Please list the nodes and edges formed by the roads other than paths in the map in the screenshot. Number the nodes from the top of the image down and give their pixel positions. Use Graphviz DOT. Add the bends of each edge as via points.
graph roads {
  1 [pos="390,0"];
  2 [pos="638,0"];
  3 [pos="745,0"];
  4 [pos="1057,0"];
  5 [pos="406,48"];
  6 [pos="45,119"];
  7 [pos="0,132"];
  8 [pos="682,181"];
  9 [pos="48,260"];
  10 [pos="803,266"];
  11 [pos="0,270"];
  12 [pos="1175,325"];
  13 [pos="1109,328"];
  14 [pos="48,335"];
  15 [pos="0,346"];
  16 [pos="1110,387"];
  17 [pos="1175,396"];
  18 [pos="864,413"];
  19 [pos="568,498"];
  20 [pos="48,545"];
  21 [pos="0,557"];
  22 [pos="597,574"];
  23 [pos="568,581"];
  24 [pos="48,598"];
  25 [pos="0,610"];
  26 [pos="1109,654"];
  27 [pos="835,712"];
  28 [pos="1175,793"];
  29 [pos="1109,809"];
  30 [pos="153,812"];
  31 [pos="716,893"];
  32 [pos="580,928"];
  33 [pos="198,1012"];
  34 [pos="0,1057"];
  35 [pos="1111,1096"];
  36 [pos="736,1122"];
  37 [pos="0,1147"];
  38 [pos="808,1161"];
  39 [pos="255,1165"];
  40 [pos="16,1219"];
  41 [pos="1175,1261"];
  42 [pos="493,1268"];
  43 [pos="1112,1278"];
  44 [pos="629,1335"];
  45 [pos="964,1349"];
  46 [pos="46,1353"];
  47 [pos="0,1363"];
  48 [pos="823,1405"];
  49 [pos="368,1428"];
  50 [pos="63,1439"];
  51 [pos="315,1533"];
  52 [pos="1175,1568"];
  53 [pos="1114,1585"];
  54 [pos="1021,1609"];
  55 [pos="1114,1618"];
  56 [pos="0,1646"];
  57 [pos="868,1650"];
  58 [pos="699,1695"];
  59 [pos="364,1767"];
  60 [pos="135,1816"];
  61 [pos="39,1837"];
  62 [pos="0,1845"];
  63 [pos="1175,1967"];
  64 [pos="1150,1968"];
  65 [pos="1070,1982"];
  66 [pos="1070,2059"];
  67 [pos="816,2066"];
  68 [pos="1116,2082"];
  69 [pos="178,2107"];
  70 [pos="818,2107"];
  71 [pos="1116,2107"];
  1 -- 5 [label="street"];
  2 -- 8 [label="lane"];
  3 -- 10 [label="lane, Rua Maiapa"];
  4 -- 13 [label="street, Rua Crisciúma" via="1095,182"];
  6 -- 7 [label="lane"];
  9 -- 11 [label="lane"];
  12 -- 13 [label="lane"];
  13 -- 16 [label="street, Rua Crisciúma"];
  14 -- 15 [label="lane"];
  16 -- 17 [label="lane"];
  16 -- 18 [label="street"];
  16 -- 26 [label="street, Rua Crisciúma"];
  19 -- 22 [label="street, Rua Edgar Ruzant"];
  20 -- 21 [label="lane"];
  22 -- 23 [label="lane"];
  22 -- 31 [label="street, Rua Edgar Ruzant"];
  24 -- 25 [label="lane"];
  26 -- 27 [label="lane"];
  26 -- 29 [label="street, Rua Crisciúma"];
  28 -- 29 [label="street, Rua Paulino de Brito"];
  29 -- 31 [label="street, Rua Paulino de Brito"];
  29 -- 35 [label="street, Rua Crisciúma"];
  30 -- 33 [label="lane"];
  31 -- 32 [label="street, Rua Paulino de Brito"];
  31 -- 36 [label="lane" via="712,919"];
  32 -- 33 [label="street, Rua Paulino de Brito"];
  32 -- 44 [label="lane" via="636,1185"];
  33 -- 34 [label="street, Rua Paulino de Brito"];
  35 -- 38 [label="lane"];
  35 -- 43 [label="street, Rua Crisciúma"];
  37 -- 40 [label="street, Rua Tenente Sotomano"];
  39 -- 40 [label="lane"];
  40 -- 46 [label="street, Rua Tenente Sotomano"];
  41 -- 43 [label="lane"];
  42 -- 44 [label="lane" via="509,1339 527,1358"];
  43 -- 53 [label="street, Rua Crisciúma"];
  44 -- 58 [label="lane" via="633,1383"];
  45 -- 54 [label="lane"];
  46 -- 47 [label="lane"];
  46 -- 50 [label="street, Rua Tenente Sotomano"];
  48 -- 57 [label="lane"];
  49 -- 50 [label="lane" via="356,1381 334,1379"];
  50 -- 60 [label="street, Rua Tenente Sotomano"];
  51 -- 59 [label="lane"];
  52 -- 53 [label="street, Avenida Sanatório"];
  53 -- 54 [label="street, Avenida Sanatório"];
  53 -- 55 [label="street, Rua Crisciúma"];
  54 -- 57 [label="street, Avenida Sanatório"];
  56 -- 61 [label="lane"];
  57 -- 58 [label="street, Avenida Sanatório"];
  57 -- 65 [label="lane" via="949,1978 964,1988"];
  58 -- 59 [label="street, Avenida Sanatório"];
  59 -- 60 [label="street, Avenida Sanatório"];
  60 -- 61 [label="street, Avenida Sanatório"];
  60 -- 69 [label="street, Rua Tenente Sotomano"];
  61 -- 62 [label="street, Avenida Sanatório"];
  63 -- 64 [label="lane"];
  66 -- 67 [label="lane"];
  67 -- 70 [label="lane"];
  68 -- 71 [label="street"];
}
-------------------------
EXERCISE REQUIREMENTS:
With nothing added or left out, print the data again.

ANSWER SPACE:
Please list the nodes and edges formed by the roads other than paths in the map in the screenshot. Number the nodes from the top of the image down and give their pixel positions. Use Graphviz DOT. Add the bends of each edge as via points.
graph roads {
  1 [pos="390,0"];
  2 [pos="638,0"];
  3 [pos="745,0"];
  4 [pos="1057,0"];
  5 [pos="406,48"];
  6 [pos="45,119"];
  7 [pos="0,132"];
  8 [pos="682,181"];
  9 [pos="48,260"];
  10 [pos="803,266"];
  11 [pos="0,270"];
  12 [pos="1175,325"];
  13 [pos="1109,328"];
  14 [pos="48,335"];
  15 [pos="0,346"];
  16 [pos="1110,387"];
  17 [pos="1175,396"];
  18 [pos="864,413"];
  19 [pos="568,498"];
  20 [pos="48,545"];
  21 [pos="0,557"];
  22 [pos="597,574"];
  23 [pos="568,581"];
  24 [pos="48,598"];
  25 [pos="0,610"];
  26 [pos="1109,654"];
  27 [pos="835,712"];
  28 [pos="1175,793"];
  29 [pos="1109,809"];
  30 [pos="153,812"];
  31 [pos="716,893"];
  32 [pos="580,928"];
  33 [pos="198,1012"];
  34 [pos="0,1057"];
  35 [pos="1111,1096"];
  36 [pos="736,1122"];
  37 [pos="0,1147"];
  38 [pos="808,1161"];
  39 [pos="255,1165"];
  40 [pos="16,1219"];
  41 [pos="1175,1261"];
  42 [pos="493,1268"];
  43 [pos="1112,1278"];
  44 [pos="629,1335"];
  45 [pos="964,1349"];
  46 [pos="46,1353"];
  47 [pos="0,1363"];
  48 [pos="823,1405"];
  49 [pos="368,1428"];
  50 [pos="63,1439"];
  51 [pos="315,1533"];
  52 [pos="1175,1568"];
  53 [pos="1114,1585"];
  54 [pos="1021,1609"];
  55 [pos="1114,1618"];
  56 [pos="0,1646"];
  57 [pos="868,1650"];
  58 [pos="699,1695"];
  59 [pos="364,1767"];
  60 [pos="135,1816"];
  61 [pos="39,1837"];
  62 [pos="0,1845"];
  63 [pos="1175,1967"];
  64 [pos="1150,1968"];
  65 [pos="1070,1982"];
  66 [pos="1070,2059"];
  67 [pos="816,2066"];
  68 [pos="1116,2082"];
  69 [pos="178,2107"];
  70 [pos="818,2107"];
  71 [pos="1116,2107"];
  1 -- 5 [label="street"];
  2 -- 8 [label="lane"];
  3 -- 10 [label="lane, Rua Maiapa"];
  4 -- 13 [label="street, Rua Crisciúma" via="1095,182"];
  6 -- 7 [label="lane"];
  9 -- 11 [label="lane"];
  12 -- 13 [label="lane"];
  13 -- 16 [label="street, Rua Crisciúma"];
  14 -- 15 [label="lane"];
  16 -- 17 [label="lane"];
  16 -- 18 [label="street"];
  16 -- 26 [label="street, Rua Crisciúma"];
  19 -- 22 [label="street, Rua Edgar Ruzant"];
  20 -- 21 [label="lane"];
  22 -- 23 [label="lane"];
  22 -- 31 [label="street, Rua Edgar Ruzant"];
  24 -- 25 [label="lane"];
  26 -- 27 [label="lane"];
  26 -- 29 [label="street, Rua Crisciúma"];
  28 -- 29 [label="street, Rua Paulino de Brito"];
  29 -- 31 [label="street, Rua Paulino de Brito"];
  29 -- 35 [label="street, Rua Crisciúma"];
  30 -- 33 [label="lane"];
  31 -- 32 [label="street, Rua Paulino de Brito"];
  31 -- 36 [label="lane" via="712,919"];
  32 -- 33 [label="street, Rua Paulino de Brito"];
  32 -- 44 [label="lane" via="636,1185"];
  33 -- 34 [label="street, Rua Paulino de Brito"];
  35 -- 38 [label="lane"];
  35 -- 43 [label="street, Rua Crisciúma"];
  37 -- 40 [label="street, Rua Tenente Sotomano"];
  39 -- 40 [label="lane"];
  40 -- 46 [label="street, Rua Tenente Sotomano"];
  41 -- 43 [label="lane"];
  42 -- 44 [label="lane" via="509,1339 527,1358"];
  43 -- 53 [label="street, Rua Crisciúma"];
  44 -- 58 [label="lane" via="633,1383"];
  45 -- 54 [label="lane"];
  46 -- 47 [label="lane"];
  46 -- 50 [label="street, Rua Tenente Sotomano"];
  48 -- 57 [label="lane"];
  49 -- 50 [label="lane" via="356,1381 334,1379"];
  50 -- 60 [label="street, Rua Tenente Sotomano"];
  51 -- 59 [label="lane"];
  52 -- 53 [label="street, Avenida Sanatório"];
  53 -- 54 [label="street, Avenida Sanatório"];
  53 -- 55 [label="street, Rua Crisciúma"];
  54 -- 57 [label="street, Avenida Sanatório"];
  56 -- 61 [label="lane"];
  57 -- 58 [label="street, Avenida Sanatório"];
  57 -- 65 [label="lane" via="949,1978 964,1988"];
  58 -- 59 [label="street, Avenida Sanatório"];
  59 -- 60 [label="street, Avenida Sanatório"];
  60 -- 61 [label="street, Avenida Sanatório"];
  60 -- 69 [label="street, Rua Tenente Sotomano"];
  61 -- 62 [label="street, Avenida Sanatório"];
  63 -- 64 [label="lane"];
  66 -- 67 [label="lane"];
  67 -- 70 [label="lane"];
  68 -- 71 [label="street"];
}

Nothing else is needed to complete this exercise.